William Wilberforce Kalema (born 1926), was a prominent post-independence Ugandan politician and cabinet minister. He was also a former teacher at King's College Budo. Furthermore, he served as Minister of Works, Minister of Communications, and later Minister of Commerce and Industry in President Milton Obote's first government. He is remembered for his dedication to Uganda's development.

== Early life and education ==
William Wilberforce Kalema was born in June 1926 in Mulagi Village, Kiboga District, Uganda. He attended King's College Budo, where he later returned as a teacher after graduating from Makerere University College with a teaching qualification. In 1953, he received a scholarship to pursue a master's degree in economics at the University of Edinburgh in Scotland.

== Political career ==
Upon returning to Uganda, Kalema served as Permanent Secretary in the Buganda Ministry of Education and later as Buganda election boundary commissioner. Further still, he was elected as one of Buganda's 21 representatives to the National Assembly under the Kabaka Yekka (KY) party. Following the coalition between Kabaka Yekka and the Uganda People's Congress (UPC), Kalema joined the national government where he served as Parliamentary Secretary in the Ministry of Education before becoming Minister of Works, Communications and Housing, and later Minister of Commerce and Industry in President Milton Obote's first administration.

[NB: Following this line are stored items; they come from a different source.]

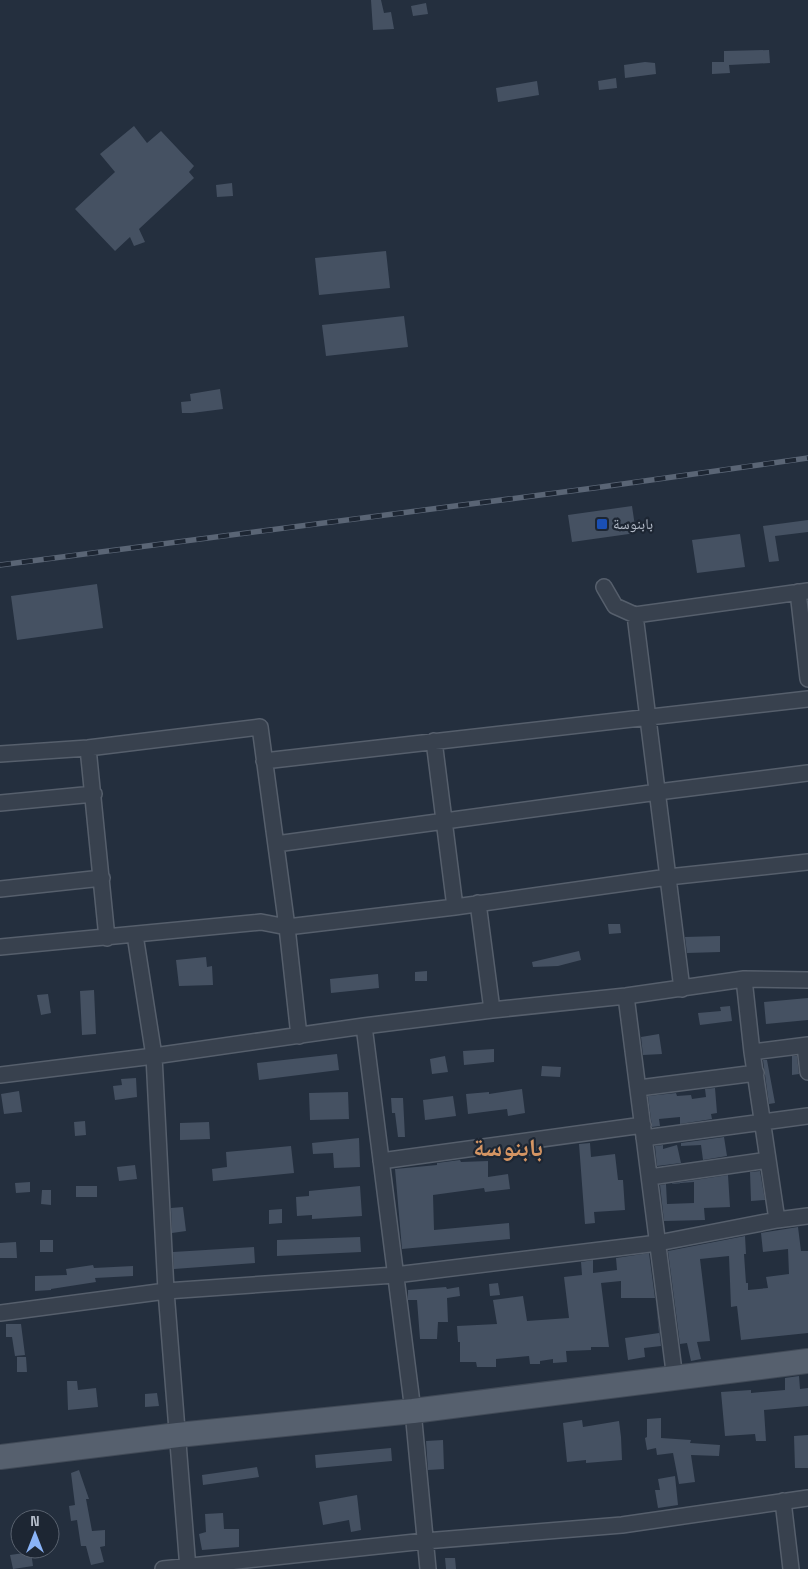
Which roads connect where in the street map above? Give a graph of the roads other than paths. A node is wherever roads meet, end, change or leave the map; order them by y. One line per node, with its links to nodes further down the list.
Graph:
1 (604, 587): 3 (street)
2 (803, 591): 3 (street); 4 (street)
3 (635, 615): 6 (street)
4 (808, 679)
5 (808, 699): 6 (street)
6 (649, 717): 7 (street); 12 (street)
7 (434, 741): 10 (street); 15 (street)
8 (88, 748): 9 (street); 10 (street); 13 (street)
9 (0, 754)
10 (264, 761): 16 (street)
11 (808, 773): 12 (street)
12 (658, 792): 15 (street); 18 (street)
13 (94, 794): 14 (street); 19 (street)
14 (0, 803)
15 (444, 820): 16 (street); 22 (street)
16 (276, 844): 23 (street)
17 (808, 862): 18 (street)
18 (668, 877): 21 (street); 29 (street)
19 (102, 878): 20 (street); 25 (street)
20 (0, 889)
21 (478, 903): 22 (street); 31 (street)
22 (455, 907): 23 (street)
23 (287, 927): 24 (street); 33 (street)
24 (135, 935): 25 (street); 36 (street)
25 (107, 938): 26 (street)
26 (0, 947)
27 (744, 980): 28 (street); 29 (street); 35 (street)
28 (808, 980)
29 (682, 988): 30 (street)
30 (626, 996): 31 (street); 40 (street)
31 (492, 1010): 32 (street)
32 (364, 1026): 33 (street); 45 (street)
33 (299, 1036): 36 (street)
34 (806, 1046): 35 (street); 37 (street)
35 (752, 1052): 38 (street)
36 (154, 1056): 39 (street); 51 (street)
37 (808, 1072)
38 (756, 1073): 40 (street); 42 (street)
39 (0, 1075)
40 (639, 1088): 43 (street)
41 (808, 1116): 42 (street)
42 (764, 1121): 43 (street); 44 (street)
43 (644, 1131): 45 (street); 46 (street)
44 (768, 1160): 46 (street); 48 (street)
45 (381, 1161): 50 (street)
46 (650, 1177): 49 (street)
47 (808, 1216): 48 (street)
48 (776, 1220): 49 (street)
49 (658, 1243): 50 (street); 54 (street)
50 (395, 1275): 51 (street); 55 (street)
51 (166, 1291): 52 (street); 56 (street)
52 (0, 1313)
53 (808, 1361): 54 (main road)
54 (675, 1378): 55 (main road)
55 (413, 1411): 56 (main road); 60 (street)
56 (178, 1435): 57 (main road); 61 (street)
57 (0, 1458)
58 (808, 1498): 59 (street)
59 (782, 1501): 60 (street); 64 (street)
60 (425, 1541): 61 (street); 63 (street)
61 (188, 1567): 62 (street)
62 (163, 1569)
63 (428, 1569)
64 (791, 1569)

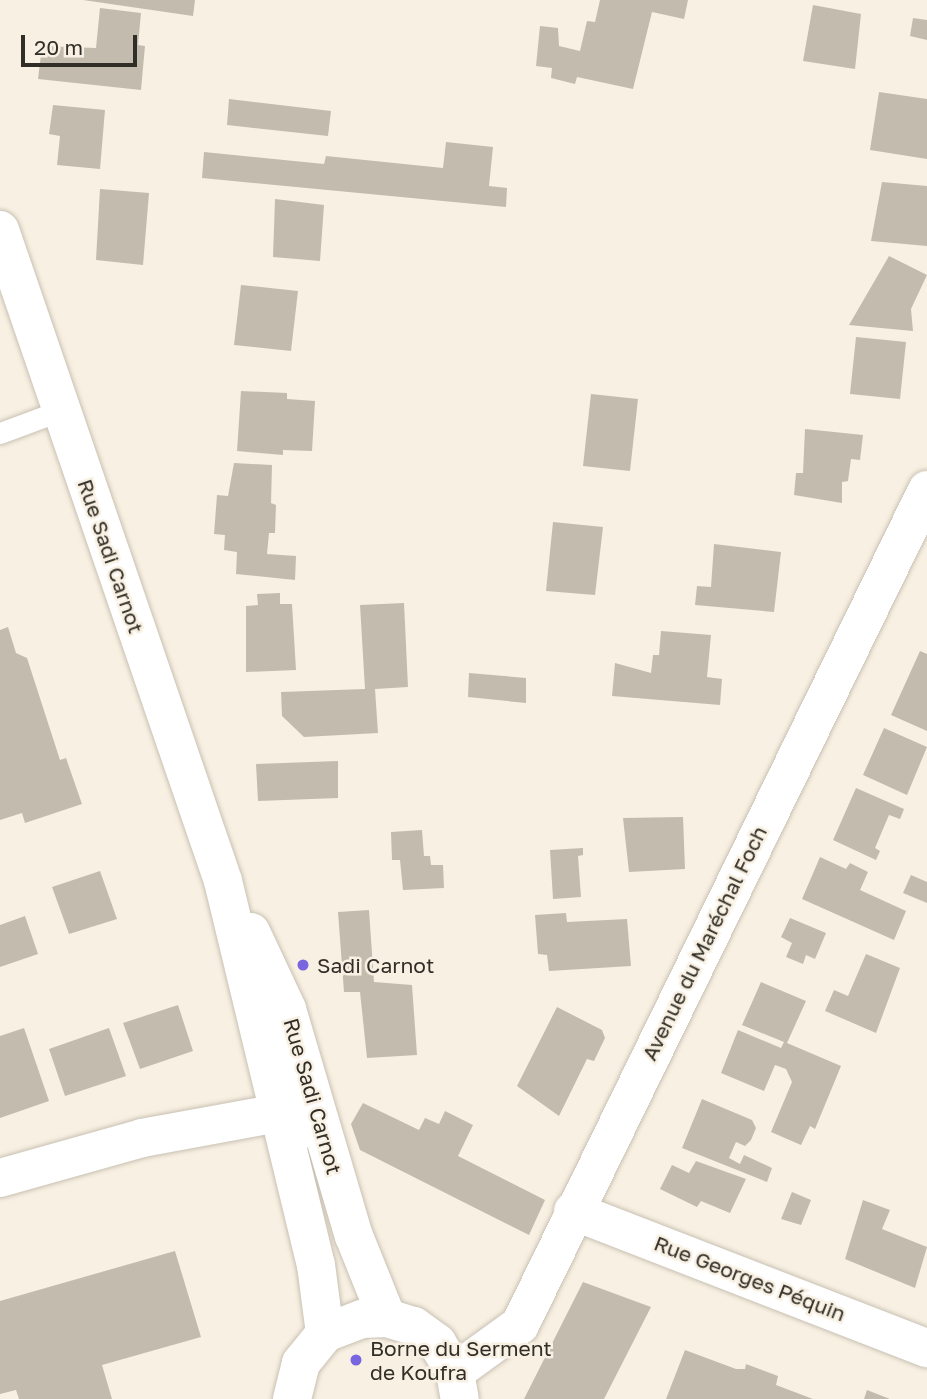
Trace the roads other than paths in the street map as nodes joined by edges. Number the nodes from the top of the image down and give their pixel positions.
1 (0, 230) edge
2 (62, 410) junction
3 (0, 433) edge
4 (927, 490) edge
5 (223, 881) junction
6 (278, 1113) junction
7 (0, 1178) edge
8 (573, 1211) junction
9 (354, 1236) junction
10 (387, 1318) junction
11 (325, 1334) junction
12 (927, 1348) edge
13 (457, 1385) edge
14 (292, 1399) edge

1 - 2 main road, Rue Sadi Carnot
2 - 3 lane
2 - 5 main road, Rue Sadi Carnot
4 - 8 main road, Avenue du Maréchal Foch
5 - 6 main road, Rue Sadi Carnot
5 - 9 main road, Rue Sadi Carnot
6 - 7 main road
6 - 9 main road
6 - 11 main road, Rue Sadi Carnot
8 - 12 main road, Rue Georges Péquin
8 - 13 main road, Avenue du Maréchal Foch
9 - 10 main road, Rue Sadi Carnot
10 - 11 main road
10 - 13 main road
11 - 14 main road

Beyond Cabinet, Kalema played a role in Uganda's institutional development. He served on the three-man commission that transformed the East African High Commission into the East African Common Services Organization, chaired the Makerere University Council (1964–1966), and contributed to national policy on marriage registration and regional cooperation. He was widely regarded as one of the capable professionals who helped lay the foundations of Uganda's post-independence public service.

In January 1971, Kalema travelled with the then President Milton Obote to the Commonwealth Heads of Government Meeting (CHOGM) in Singapore. However, Idi Amin seized power in a military coup while the delegation was abroad. He returned to Uganda in February 1971, despite growing political uncertainty.

== Disappearance and death ==
On the evening of 20 January 1972, William Wilberforce Kalema left his home in Nakasero Road and did not return. Despite extensive efforts to locate him, he was never seen again. It is believed that he was abducted and killed by agents of the Idi Amin regime, although his body was never recovered.

== Family ==
Kalema married Rhoda Nakibuuka Nsibirwa on 11 February 1950. Rhoda was the daughter of former Buganda Katikkiro Martin Luther Nsibirwa and later became a distinguished politician, women's rights advocate, Constituent Assembly member, and author.

Together they had six children; Elizabeth Kalema, Dr. William Kalema, Peter Kalema, Apollo Kalema, Veronica Kalema and Gladys Kalema-Zikusoka

Following William Kalema's disappearance, Rhoda raised the family as a single mother under difficult political and economic circumstances. Gladys Kalema-Zikusoka, one of their daughter often speaks about how her father's disappearance shaped her life and inspired her commitment to conservation and public service.

== Legacy ==
William Wilberforce Kalema is remembered in Uganda as one of the pioneering post-independence leaders. As a teacher, economist, civil servant, parliamentarian, and cabinet minister, he helped shape Uganda's education system, regional institutions, and public administration during the country's formative years.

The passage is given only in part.